While your musicians happiness may not seem important to your musical vision, it will make a big difference in the end product as well as their interest in playing for you again.
When in doubt, ask a player of the instrument you are writing for.

When I played trumpet for a living, there were certain composers/orchestrators that I politely declined to work for because of their consistent disregard for what was physically possible with a trumpet.

I was not alone.


----------



## akhill jain (Mar 24, 2021)

wilifordmusic said:


> You would probably be best served by putting two players per voice and staggering them for breathing and short breaks. Perhaps 1 player for 2-8 bars alternating (tempo dependent) and then doubling them only on louder moments.
> Extreme dynamics and range, very soft or very loud can also be challenging for your musicians. Things written within the range of the staff that your musician is reading is generally the most forgiving. The more ledger lines the greater the dangers.
> And yes, there is a pretty big difference between even a good amateur musician and a person who plays for a living.
> 
> ...


Thank you so much! It's really insightful.


----------



## akhill jain (Mar 25, 2021)

How often does/ can circular breathing come into play?


----------



## wilifordmusic (Mar 25, 2021)

In my experience, very rarely. It is used more as a theatrical bit on stage rather than a practical technique that would be used in a studio.
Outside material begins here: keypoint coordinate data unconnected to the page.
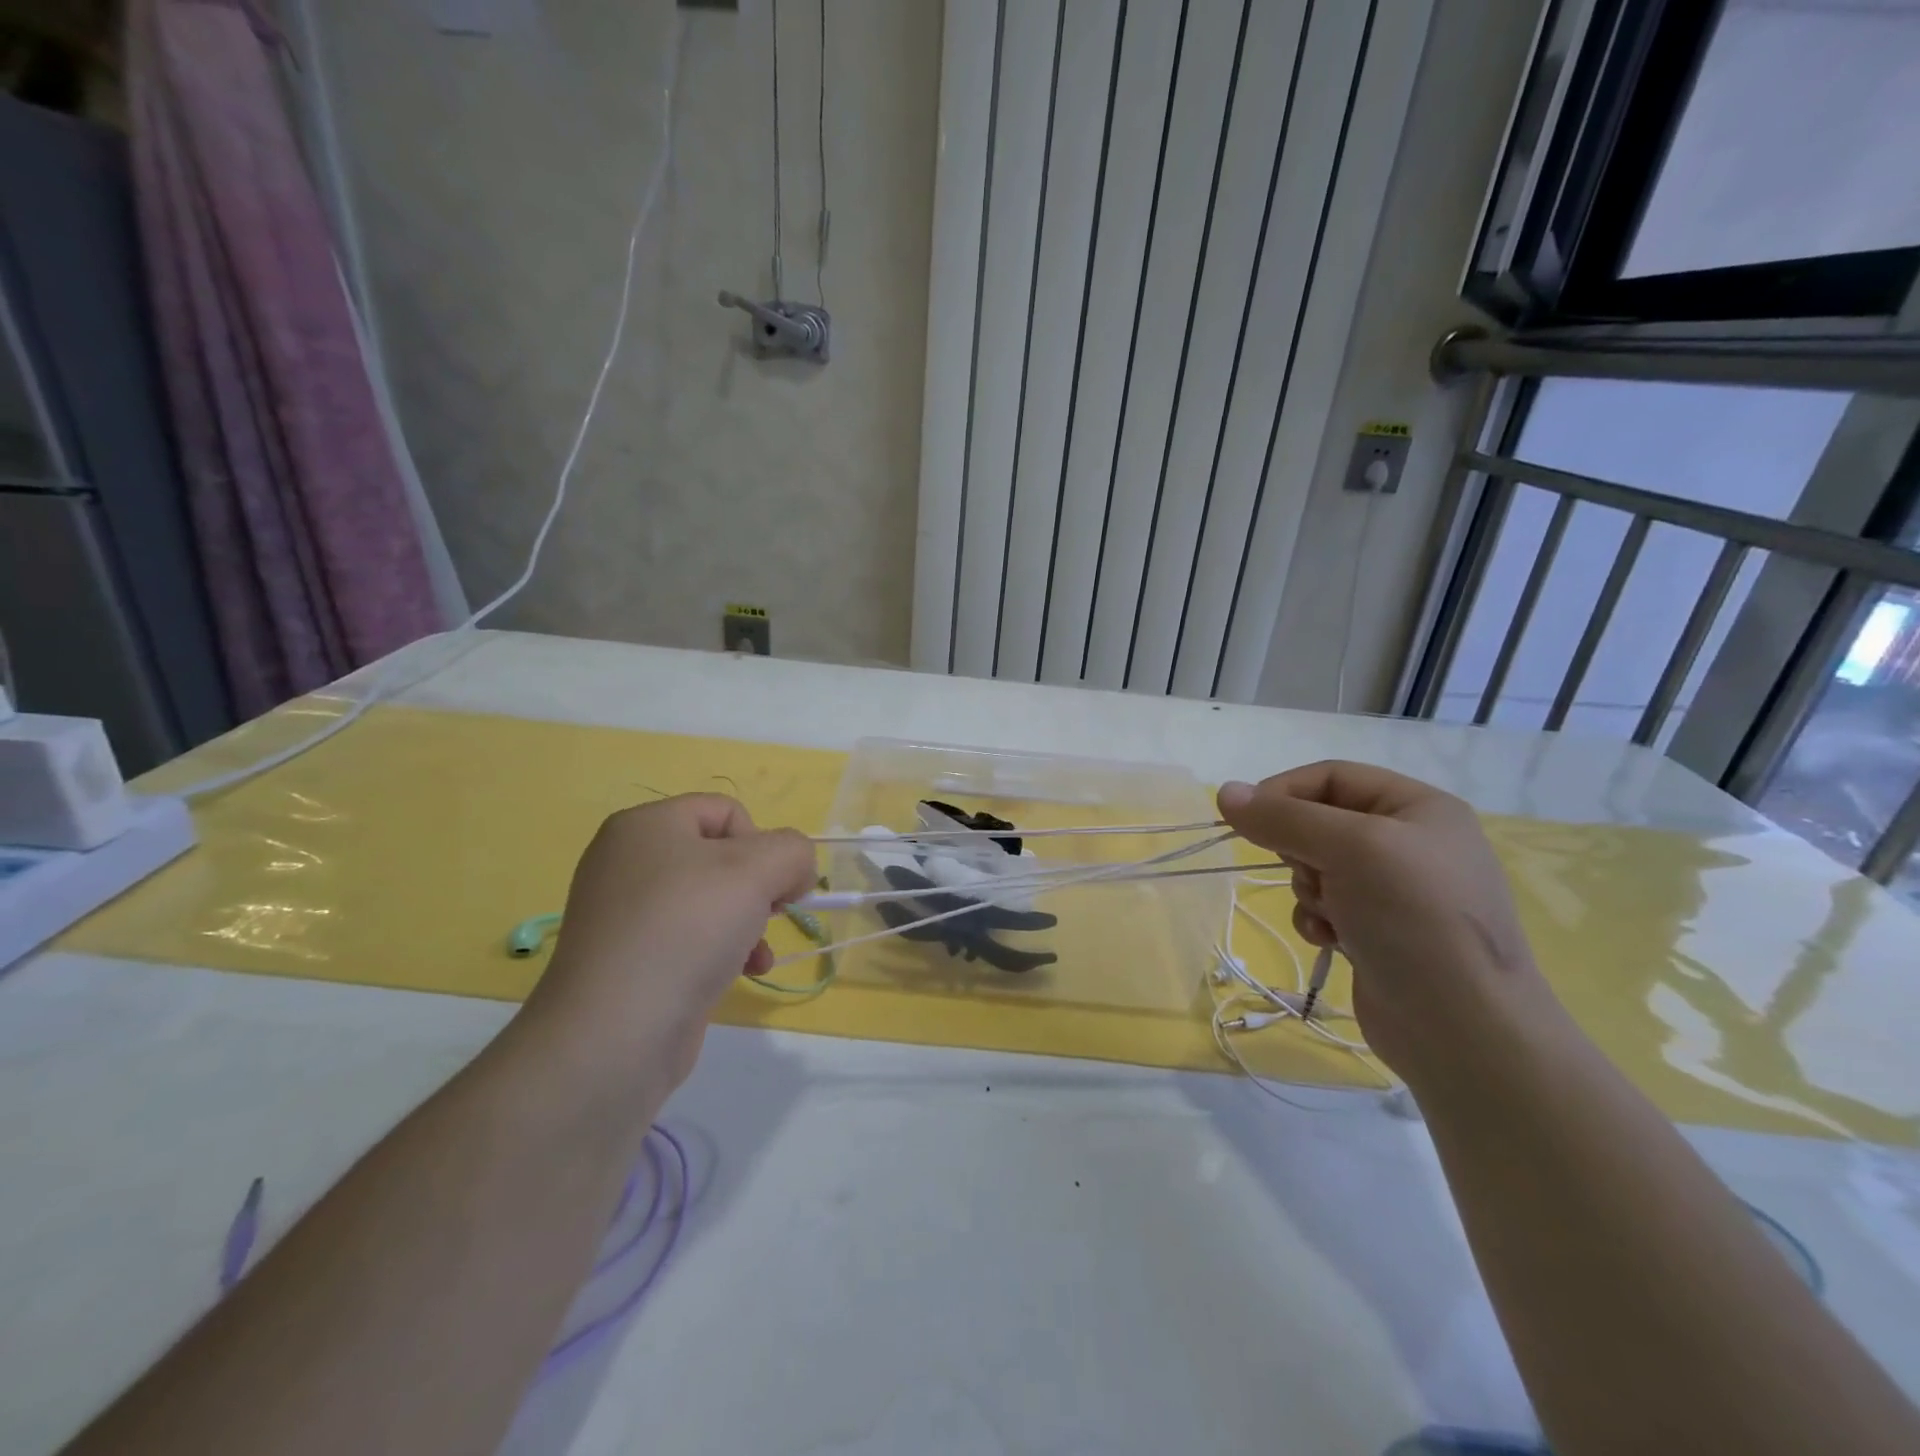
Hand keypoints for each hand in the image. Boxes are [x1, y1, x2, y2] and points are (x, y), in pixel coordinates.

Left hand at [520, 794, 815, 1097]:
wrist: (615, 1032)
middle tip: (770, 913)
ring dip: (749, 921)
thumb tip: (794, 872)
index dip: (762, 842)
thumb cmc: (687, 929)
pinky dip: (724, 949)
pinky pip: (691, 937)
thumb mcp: (758, 870)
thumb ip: (793, 852)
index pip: (727, 811)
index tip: (773, 884)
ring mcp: (625, 913)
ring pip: (711, 899)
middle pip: (720, 855)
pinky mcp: (630, 959)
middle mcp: (628, 861)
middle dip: (759, 885)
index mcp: (646, 825)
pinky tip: (742, 973)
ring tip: (757, 950)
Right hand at [1217, 762, 1545, 1083]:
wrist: (1463, 1029)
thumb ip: (1283, 818)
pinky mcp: (1379, 931)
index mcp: (1418, 808)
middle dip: (1300, 850)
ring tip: (1330, 915)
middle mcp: (1409, 842)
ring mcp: (1395, 890)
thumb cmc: (1414, 919)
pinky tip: (1330, 941)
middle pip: (1319, 822)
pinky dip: (1317, 918)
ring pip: (1316, 866)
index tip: (1245, 819)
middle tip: (1310, 873)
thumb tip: (1224, 791)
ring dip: (1308, 889)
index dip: (1283, 791)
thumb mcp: (1349, 849)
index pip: (1331, 776)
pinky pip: (1325, 906)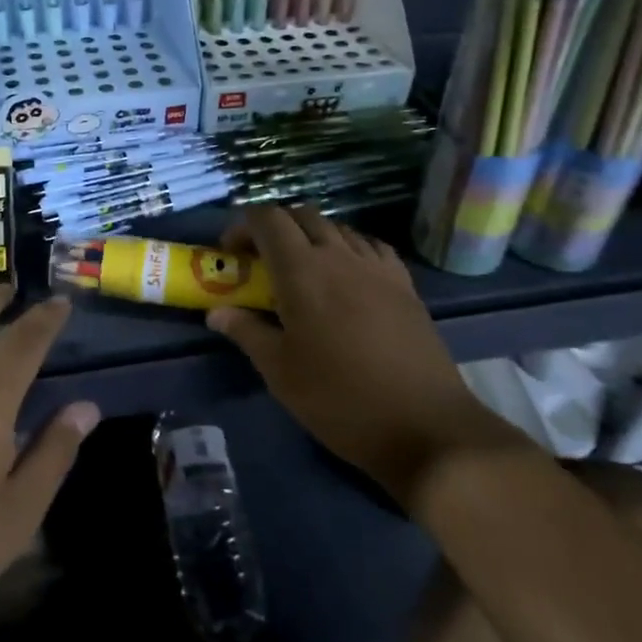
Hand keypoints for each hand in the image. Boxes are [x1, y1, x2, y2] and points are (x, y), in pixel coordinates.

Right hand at [206, 206, 526, 509]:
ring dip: (311, 236)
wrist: (424, 425)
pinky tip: (347, 278)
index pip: (267, 218)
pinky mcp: (405, 285)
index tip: (231, 254)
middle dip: (275, 228)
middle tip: (262, 261)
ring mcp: (377, 267)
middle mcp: (339, 255)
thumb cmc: (339, 399)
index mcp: (302, 271)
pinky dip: (349, 249)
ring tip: (302, 271)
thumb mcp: (280, 371)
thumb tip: (217, 312)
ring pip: (338, 228)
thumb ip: (246, 332)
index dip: (242, 225)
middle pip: (302, 215)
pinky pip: (370, 247)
You would be better served staggering the phrases within instrument sections (horns, trombones, etc..) and indicating preferred breath marks or phrasing in each players part to ensure constant sound.

And remember, the bigger the instrument the shorter the phrase. Big mouthpiece=big air.
If you can't sing it at a moderately loud dynamic, they probably can't play it.
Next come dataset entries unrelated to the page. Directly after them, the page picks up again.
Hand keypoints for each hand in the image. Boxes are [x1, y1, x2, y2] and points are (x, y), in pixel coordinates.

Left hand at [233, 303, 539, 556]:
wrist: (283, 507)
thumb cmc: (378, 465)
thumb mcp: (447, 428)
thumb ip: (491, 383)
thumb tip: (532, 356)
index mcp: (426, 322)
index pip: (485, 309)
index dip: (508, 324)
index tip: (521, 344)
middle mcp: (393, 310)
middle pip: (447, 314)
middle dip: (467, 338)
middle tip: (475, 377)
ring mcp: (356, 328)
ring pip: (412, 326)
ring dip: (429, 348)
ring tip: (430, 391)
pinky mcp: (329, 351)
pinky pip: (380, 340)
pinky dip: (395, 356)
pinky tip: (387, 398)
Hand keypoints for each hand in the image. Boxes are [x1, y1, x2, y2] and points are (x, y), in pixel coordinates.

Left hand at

To ensure maximum playability and maximum musician cooperation, make it clear what your musical goal is and show willingness to adjust the phrasing if it is necessary to make it work.


----------



## cmillar (Mar 25, 2021)

I play trombone as well as compose.

Questions to ask yourself:
- what is the range of the note for the particular brass instruments?
Low notes use much more air than higher notes
High notes can be strenuous, and rest is needed
Soft note can be scary to play if ppp or softer; you need excellent players to sneak in quietly even if they are staggered breathing

Bass trombone uses much more air than a tenor trombone
Tuba uses a lot of air


----------



## cmillar (Mar 25, 2021)

But...here's a true story about an exceptional musician....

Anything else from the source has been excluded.